Hola gente linda...!!!! no pienso perderme si se juntan otra vez los de mi generacion de Jacinta.....hay que juntarse yo era televidente en la epoca de M Medrano...ahora soy actor, pero me trae muchos recuerdos de la infancia, del cole, de todo....y sería para mi un enorme placer poder compartir un rato con toda esta linda gente....cdo decidan juntarse...alumnos y gente del blog....por favor avisen!!! estos recuerdos abren mucho el cuore....besos a todos
Gabriel
Gabriel Gabriel 31/01/2011 a las 03:28
Hola, Gabriel:

                                        ¿Sos actor? ¿Dónde actuás? Ya tenemos a algunos del gremio por acá...¡Bienvenido!.

                                         Si logramos hacer juntar a "los chicos de la barra", te aviso. ¡Se van a prender unos cuantos! Sobre todo si hay pizza y cerveza, lo que por aquí resulta del gusto de unos cuantos (una servidora incluída).

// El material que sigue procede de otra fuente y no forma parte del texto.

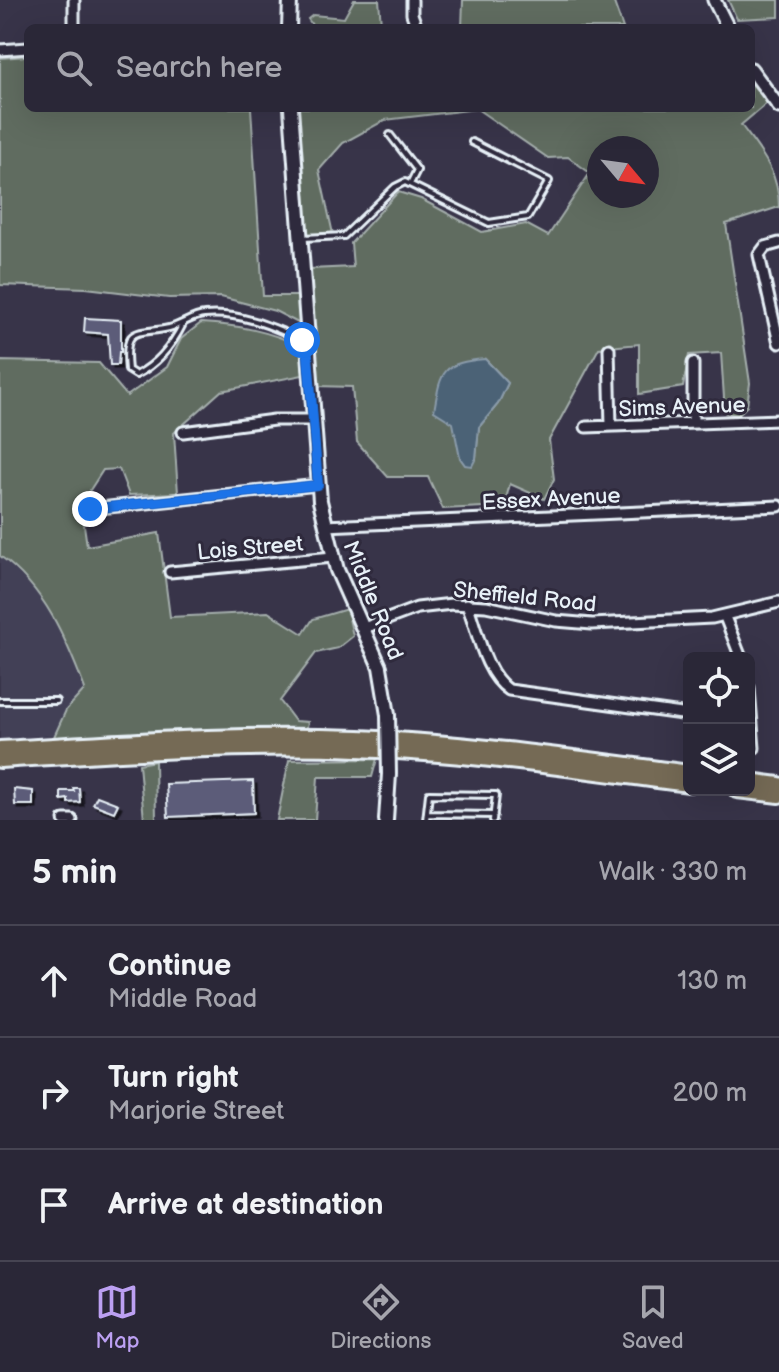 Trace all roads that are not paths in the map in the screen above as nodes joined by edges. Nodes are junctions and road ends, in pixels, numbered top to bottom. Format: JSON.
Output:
{"nodes":[{"id":1,"x":74,"y":0,"type":"edge"},
{"id":2,"x":290,"y":0,"type":"edge"},
{"id":3,"x":412,"y":0,"type":"edge"},
{"id":4,"x":714,"y":0,"type":"edge"},
{"id":5,"x":74,"y":24,"type":"edge"},
{"id":6,"x":289,"y":24,"type":"edge"},
{"id":7,"x":416,"y":24,"type":"edge"},
{"id":8,"x":726,"y":24,"type":"edge"},
{"id":9,"x":24,"y":48,"type":"edge"},
{"id":10,"x":0,"y":50,"type":"edge"},
{"id":11,"x":755,"y":74,"type":"edge"},
{"id":12,"x":779,"y":107,"type":"edge"},
{"id":13,"x":291,"y":112,"type":"edge"},
{"id":14,"x":390,"y":135,"type":"dead end"},
{"id":15,"x":472,"y":142,"type":"dead end"},
{"id":16,"x":410,"y":184,"type":"junction"},
{"id":17,"x":301,"y":238,"type":"junction"},
{"id":18,"x":779,"y":243,"type":"edge"},
{"id":19,"x":183,"y":324,"type":"junction"},
{"id":20,"x":307,"y":342,"type":"junction"},
{"id":21,"x":779,"y":343,"type":"edge"},
{"id":22,"x":609,"y":349,"type":"dead end"},
{"id":23,"x":693,"y":363,"type":"dead end"},
{"id":24,"x":312,"y":420,"type":"junction"},
{"id":25,"x":779,"y":420,"type":"edge"},
{"id":26,"x":693,"y":423,"type":"junction"},
{"id":27,"x":611,"y":426,"type":"junction"},
{"id":28,"x":586,"y":427,"type":"dead end"},
{"id":29,"x":183,"y":432,"type":"dead end"},
{"id":30,"x":318,"y":485,"type":"junction"},
{"id":31,"x":779,"y":506,"type":"edge"},
{"id":32,"x":90,"y":509,"type":"dead end"},
{"id":33,"x":325,"y":526,"type":"junction"},
{"id":34,"x":333,"y":557,"type":"junction"},
{"id":35,"x":170,"y":572,"type":"dead end"},
{"id":36,"x":779,"y":602,"type":"edge"},
{"id":37,"x":467,"y":604,"type":"junction"},
{"id":38,"x":725,"y":617,"type":"junction"},
{"id":39,"x":364,"y":628,"type":"junction"},
{"id":40,"x":739,"y":652,"type":"edge"},
{"id":41,"x":0,"y":701,"type":"edge"},
{"id":42,"x":56,"y":701,"type":"dead end"},
{"id":43,"x":683,"y":714,"type":"edge"},
{"id":44,"x":0,"y":749,"type":"edge"},
{"id":45,"x":0,"y":760,"type":"edge"},
{"id":46,"x":683,"y":772,"type":"edge"},
{"id":47,"x":755,"y":782,"type":"edge"},
{"id":48,"x":683,"y":783,"type":"edge"},
{"id":49,"x":779,"y":785,"type":"edge"},
{"id":50,"x":755,"y":792,"type":"edge"},
{"id":51,"x":779,"y":795,"type":"edge"},
{"id":52,"x":426,"y":817,"type":"edge"},
{"id":53,"x":494,"y":817,"type":"edge"},
{"id":54,"x":64,"y":820,"type":"edge"},
{"id":55,"x":72,"y":820,"type":"edge"},
{"id":56,"x":386,"y":820,"type":"edge"}],
"edges":[{"from":1,"to":5,"type":"street"},
{"from":2,"to":6,"type":"main road"},
{"from":3,"to":7,"type":"street"},
{"from":4,"to":8,"type":"street"},
{"from":9,"to":10,"type":"street"},
{"from":11,"to":12,"type":"street"},
{"from":13,"to":17,"type":"main road","name":"Middle Road"},
{"from":14,"to":16,"type":"lane"},
{"from":15,"to":16,"type":"lane"},
{"from":16,"to":17,"type":"lane"},
{"from":17,"to":20,"type":"main road","name":"Middle Road"},
{"from":18,"to":21,"type":"street"},
{"from":19,"to":19,"type":"lane"},
{"from":19,"to":20,"type":"lane"},
{"from":20,"to":24,"type":"main road","name":"Middle Road"},
{"from":22,"to":27,"type":"street"},
{"from":23,"to":26,"type":"street"},
{"from":24,"to":29,"type":"street"},
{"from":24,"to":30,"type":"main road","name":"Middle Road"},
{"from":25,"to":26,"type":"street","name":"Sims Avenue"},
{"from":26,"to":27,"type":"street","name":"Sims Avenue"},
{"from":27,"to":28,"type":"street","name":"Sims Avenue"},
{"from":30,"to":32,"type":"street"},
{"from":30,"to":33,"type":"main road","name":"Middle Road"},
{"from":31,"to":33,"type":"street","name":"Essex Avenue"},
{"from":33,"to":34,"type":"main road","name":"Middle Road"},
{"from":34,"to":35,"type":"street","name":"Lois Street"},
{"from":34,"to":39,"type":"main road","name":"Middle Road"},
{"from":36,"to":38,"type":"street","name":"Sheffield Road"},
{"from":37,"to":38,"type":"street","name":"Sheffield Road"},
{"from":37,"to":39,"type":"street","name":"Sheffield Road"},
{"from":37,"to":43,"type":"street"},
{"from":38,"to":40,"type":"street"},
{"from":39,"to":56,"type":"main road","name":"Middle Road","bridge":true},
{"from":41,"to":42,"type":"lane"},
{"from":44,"to":46,"type":"main road"},
{"from":45,"to":48,"type":"main road"},
{"from":47,"to":49,"type":"main road"},
{"from":50,"to":51,"type":"main road"},
{"from":52,"to":53,"type":"lane"},
{"from":52,"to":53,"type":"lane"},
{"from":54,"to":55,"type":"street"}]}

                                          Un besote.
                                          Vane.
Hola a todos, como se llamaba una galletita de Terrabusi, que era cuadradita, arriba de chocolate, abajo de vainillla y en el medio tenia un relleno rosadito..? Gracias por su atencion
alberto alberto 06/02/2011 a las 20:03
Hola, Alberto:

                                                ¿Vos sabés que estoy viendo esa galletita como si la tuviera enfrente? Lo que no recuerdo es el nombre, pero seguramente ya vendrá a mi memoria y algún otro blogero lo recordará. ¡Si fue hace poquito nomás!

                                                     Un beso
                                                      Vane
Gracias por la nostalgia. Me acuerdo de las pastillas Volpi, aristócratas de la golosina, cuadradas, envueltas en un sobrio papel sin brillos ni colores fuertes. Yo prefería las de anís, que me acompañaban en las largas tardes de lectura en la Biblioteca Nacional de la calle México.

Ya no se consiguen los mantecados de 1950 que vendían en las panaderías. Eran muy diferentes de los que ahora tienen el mismo nombre. Mi madre española me enseñó a hacerlos. Se tuesta en una sartén harina de trigo hasta que pierda un poco su blanco intenso y vire al amarillo pálido. Se agrega azúcar impalpable y grasa de cerdo en una cantidad insignificante, apenas la necesaria para que al apretar el polvo con la mano, quede armado. Se envuelven en papel manteca. Son deliciosos y energéticos.